[Input for this task]
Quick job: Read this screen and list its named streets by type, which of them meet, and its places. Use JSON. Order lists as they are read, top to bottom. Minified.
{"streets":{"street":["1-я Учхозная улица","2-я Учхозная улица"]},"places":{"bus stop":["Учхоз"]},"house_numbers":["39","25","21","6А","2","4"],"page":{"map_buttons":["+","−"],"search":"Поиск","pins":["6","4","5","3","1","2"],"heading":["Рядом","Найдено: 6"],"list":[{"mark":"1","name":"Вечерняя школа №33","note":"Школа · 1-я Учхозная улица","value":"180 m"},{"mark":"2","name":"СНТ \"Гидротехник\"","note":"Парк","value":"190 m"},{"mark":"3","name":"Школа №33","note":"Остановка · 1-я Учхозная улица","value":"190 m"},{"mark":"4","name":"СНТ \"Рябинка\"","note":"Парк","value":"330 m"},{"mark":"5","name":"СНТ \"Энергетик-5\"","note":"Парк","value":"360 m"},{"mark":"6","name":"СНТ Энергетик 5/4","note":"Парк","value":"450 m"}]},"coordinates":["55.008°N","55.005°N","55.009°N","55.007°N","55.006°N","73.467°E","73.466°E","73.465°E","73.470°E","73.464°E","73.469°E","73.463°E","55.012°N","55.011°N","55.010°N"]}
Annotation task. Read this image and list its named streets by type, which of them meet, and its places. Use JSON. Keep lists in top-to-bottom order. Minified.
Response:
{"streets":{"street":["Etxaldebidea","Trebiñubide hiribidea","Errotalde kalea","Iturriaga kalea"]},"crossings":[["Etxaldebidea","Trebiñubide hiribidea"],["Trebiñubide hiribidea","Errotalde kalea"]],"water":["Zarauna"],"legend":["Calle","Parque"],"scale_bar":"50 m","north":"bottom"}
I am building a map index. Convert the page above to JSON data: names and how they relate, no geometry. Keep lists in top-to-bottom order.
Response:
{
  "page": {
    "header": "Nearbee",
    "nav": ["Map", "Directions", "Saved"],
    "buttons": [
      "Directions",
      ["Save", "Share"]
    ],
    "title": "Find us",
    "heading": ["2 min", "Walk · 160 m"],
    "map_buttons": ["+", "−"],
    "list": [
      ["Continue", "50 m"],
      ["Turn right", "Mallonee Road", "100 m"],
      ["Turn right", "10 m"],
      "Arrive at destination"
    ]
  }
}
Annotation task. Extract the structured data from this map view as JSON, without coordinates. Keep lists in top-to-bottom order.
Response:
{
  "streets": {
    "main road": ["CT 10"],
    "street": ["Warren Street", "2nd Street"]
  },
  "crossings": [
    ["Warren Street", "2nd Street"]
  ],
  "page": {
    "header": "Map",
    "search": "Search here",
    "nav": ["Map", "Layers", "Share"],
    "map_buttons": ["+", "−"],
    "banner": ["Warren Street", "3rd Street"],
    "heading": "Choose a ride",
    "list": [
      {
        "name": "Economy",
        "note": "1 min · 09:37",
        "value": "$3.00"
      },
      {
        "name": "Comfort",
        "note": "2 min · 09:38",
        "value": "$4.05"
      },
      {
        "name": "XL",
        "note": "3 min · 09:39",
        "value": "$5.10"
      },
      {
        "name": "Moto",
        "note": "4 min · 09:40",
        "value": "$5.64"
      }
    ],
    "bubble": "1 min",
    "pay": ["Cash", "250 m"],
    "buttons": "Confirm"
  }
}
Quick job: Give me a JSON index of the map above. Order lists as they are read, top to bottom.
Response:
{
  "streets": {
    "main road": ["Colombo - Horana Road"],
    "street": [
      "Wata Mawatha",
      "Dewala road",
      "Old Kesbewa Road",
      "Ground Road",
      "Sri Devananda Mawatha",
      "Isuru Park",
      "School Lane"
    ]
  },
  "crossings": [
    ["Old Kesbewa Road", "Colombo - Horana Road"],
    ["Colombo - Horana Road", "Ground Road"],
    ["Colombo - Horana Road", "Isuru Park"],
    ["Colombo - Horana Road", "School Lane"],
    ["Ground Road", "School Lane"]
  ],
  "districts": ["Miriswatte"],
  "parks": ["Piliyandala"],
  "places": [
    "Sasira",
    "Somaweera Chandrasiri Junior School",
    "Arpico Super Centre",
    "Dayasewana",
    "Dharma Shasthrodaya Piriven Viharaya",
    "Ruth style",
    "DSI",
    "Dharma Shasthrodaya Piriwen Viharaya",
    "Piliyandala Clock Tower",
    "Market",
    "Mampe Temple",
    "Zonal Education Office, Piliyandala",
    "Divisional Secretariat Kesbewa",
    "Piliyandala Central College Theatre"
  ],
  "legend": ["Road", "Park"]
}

[Task directions]
Starting with the line that has "Quick job: Give", print each remaining line of the listing exactly.

[Your solution]
Quick job: Give me a JSON index of the map above. Order lists as they are read, top to bottom.
Response:
{
  "streets": {
    "main road": ["Colombo - Horana Road"],
    "street": [
      "Wata Mawatha",
      "Dewala road",
      "Old Kesbewa Road",
      "Ground Road",
      "Sri Devananda Mawatha",
      "Isuru Park",
      "School Lane"
    ]
  },
  "crossings": [
    ["Old Kesbewa Road", "Colombo - Horana Road"],
    ["Colombo - Horana Road", "Ground Road"],
    ["Colombo - Horana Road", "Isuru Park"],
    ["Colombo - Horana Road", "School Lane"],
    ["Ground Road", "School Lane"]
  ],
  "districts": ["Miriswatte"],
  "parks": ["Piliyandala"],
  "places": [
    "Sasira",
    "Somaweera Chandrasiri Junior School",
    "Arpico Super Centre",
    "Dayasewana",
    "Dharma Shasthrodaya Piriven Viharaya",
    "Ruth style",
    "DSI",
    "Dharma Shasthrodaya Piriwen Viharaya",
    "Piliyandala Clock Tower",
    "Market",
    "Mampe Temple",
    "Zonal Education Office, Piliyandala",
    "Divisional Secretariat Kesbewa",
    "Piliyandala Central College Theatre"
  ],
  "legend": ["Road", "Park"]
}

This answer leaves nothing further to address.